Thankfully, the format has picked up a great deal to the point of where we see many tournament results every week. Every metagame makes its representation and we’re now at a point where we must sort out the information. Taking in every idea, result, and oddity is a ton of work; that’s why you have a fifty person and up limit on your analysis, despite the majority of Type 1 tournaments being between thirty and fifty people. We must be selective to what we pay heed to or else we will run low on time and, even worse, be distracted by ideas that are basically a waste of effort.


This is why I advocate thoughtful dismissal as an admirable practice. There’s a difference in keeping an open mind and using common sense. I personally don’t pay attention to Italian Top 8’s as much as I do New England Top 8’s because, well, I don’t live in Italy… or Germany, or California, or Minnesota.


I live in New England where I must turn my focus towards a meta full of 4cControl, aggro-control, Workshop decks, and Control Slaver. When Italy starts looking like my metagame, then you can bet I’ll look at it with great interest, but for now TPS isn’t making any waves here. For that matter, neither is MadDragon.


Minnesota is undergoing a severe change right now and for that I am utterly excited. They are finally going to a 5 proxy system. I look forward to seeing less R/G”this is all I can afford” beats, White Weenie, and block decks. The lack of a proxy system creates a bigger gap than you might think, and that’s why we’re not exactly running out to get cards to add R/G beats to our gauntlets over here.


Ontario, as far as I’m concerned, hasn’t ever had more than the usual inter-metagame jibbing. They even come down here sometimes for large events. They have the normal love for the archetypes that get birthed there, but that’s to be expected. I’ve seen some flaky things come from some of the players up there, but that’s no worse than our own bastardized creations.


People have been discounting those C&J’s tournaments in the bay area of California recently because they have tournaments under twenty people, which doesn’t exactly draw a direct comparison to Waterbury or a SCG event if you get what I mean.
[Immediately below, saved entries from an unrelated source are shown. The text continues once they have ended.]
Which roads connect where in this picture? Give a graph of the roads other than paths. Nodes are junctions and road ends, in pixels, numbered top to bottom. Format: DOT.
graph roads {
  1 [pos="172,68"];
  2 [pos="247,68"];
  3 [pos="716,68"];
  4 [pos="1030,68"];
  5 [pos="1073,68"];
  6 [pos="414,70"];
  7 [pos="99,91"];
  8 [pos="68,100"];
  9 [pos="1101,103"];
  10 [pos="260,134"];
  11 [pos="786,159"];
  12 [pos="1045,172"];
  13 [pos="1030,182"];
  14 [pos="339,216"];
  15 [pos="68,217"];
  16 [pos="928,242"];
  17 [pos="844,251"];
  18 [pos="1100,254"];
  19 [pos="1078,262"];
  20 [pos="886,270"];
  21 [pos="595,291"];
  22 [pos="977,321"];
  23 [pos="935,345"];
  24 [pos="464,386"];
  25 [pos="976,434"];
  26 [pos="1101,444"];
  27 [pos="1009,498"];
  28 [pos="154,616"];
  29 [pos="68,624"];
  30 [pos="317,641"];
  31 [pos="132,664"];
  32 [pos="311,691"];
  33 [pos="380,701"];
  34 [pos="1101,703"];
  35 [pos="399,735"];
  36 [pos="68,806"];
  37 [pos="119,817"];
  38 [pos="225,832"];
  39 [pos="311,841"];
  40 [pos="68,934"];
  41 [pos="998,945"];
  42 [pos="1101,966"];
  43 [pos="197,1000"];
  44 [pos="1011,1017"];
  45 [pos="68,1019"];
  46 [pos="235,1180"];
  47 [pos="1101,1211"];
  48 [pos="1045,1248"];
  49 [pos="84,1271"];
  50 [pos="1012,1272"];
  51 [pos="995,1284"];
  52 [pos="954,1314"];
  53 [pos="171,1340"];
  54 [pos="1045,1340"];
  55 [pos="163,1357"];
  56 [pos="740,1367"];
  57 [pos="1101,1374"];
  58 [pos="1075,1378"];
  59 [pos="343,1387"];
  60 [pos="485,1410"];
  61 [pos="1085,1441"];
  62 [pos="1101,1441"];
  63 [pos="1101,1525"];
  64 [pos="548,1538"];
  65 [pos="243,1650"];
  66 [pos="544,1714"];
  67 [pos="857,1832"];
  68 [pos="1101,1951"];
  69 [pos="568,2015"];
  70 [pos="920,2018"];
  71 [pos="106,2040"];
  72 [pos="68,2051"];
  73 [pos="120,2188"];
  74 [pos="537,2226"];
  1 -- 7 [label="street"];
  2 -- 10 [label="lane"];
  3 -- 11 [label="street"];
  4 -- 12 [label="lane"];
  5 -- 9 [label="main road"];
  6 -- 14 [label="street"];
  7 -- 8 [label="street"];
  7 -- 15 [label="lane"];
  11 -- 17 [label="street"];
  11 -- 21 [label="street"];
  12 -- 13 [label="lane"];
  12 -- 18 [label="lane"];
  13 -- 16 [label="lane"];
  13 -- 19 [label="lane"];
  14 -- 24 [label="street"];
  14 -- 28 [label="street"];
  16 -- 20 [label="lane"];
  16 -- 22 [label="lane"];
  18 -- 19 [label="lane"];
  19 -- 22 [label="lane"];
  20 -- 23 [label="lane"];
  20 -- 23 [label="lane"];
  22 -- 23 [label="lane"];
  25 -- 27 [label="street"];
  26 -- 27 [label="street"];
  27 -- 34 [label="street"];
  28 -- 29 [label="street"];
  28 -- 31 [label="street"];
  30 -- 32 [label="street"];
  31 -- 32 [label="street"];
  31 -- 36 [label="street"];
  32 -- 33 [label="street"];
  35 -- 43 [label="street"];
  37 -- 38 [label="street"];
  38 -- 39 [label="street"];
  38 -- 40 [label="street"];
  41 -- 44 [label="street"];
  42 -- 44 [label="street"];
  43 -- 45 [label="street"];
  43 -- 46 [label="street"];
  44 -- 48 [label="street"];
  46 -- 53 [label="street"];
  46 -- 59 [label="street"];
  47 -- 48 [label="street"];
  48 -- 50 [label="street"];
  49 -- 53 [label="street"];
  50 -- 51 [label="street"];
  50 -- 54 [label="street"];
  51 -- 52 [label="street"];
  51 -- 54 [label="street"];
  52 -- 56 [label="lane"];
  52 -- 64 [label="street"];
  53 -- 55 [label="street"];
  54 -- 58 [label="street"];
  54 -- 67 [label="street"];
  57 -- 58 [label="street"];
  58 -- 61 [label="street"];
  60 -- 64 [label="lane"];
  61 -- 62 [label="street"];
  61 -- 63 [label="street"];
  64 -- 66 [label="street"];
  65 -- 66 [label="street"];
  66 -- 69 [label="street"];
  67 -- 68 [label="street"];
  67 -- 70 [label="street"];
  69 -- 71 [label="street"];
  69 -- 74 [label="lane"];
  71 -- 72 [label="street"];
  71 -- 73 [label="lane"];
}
It’s half the size of our smaller events that get about 40-45 people.


Germany is alternately very relevant to us, or not at all relevant. Lately it’s been looking quite similar to New England’s metagame, so I’ve been scouring the lists to see what people are doing.


There you have it, a New England player’s outlook on the global metagame. I am slightly surprised to see that I had to justify what’s been happening and why certain metagames are ignored. It all goes back to relevancy and to be fair, you have to remember that many Europeans are doing the same thing to us over here, with our silly control-bias being invalid to their purposes.


Steve O'Connell

a.k.a. Zherbus

Team Meandeck

Owner/Administrator of TheManaDrain.com


Steve O'Connell lives in New Hampshire with his wife and is part of the New England Type 1 scene. He also owns and operates TheManaDrain.com.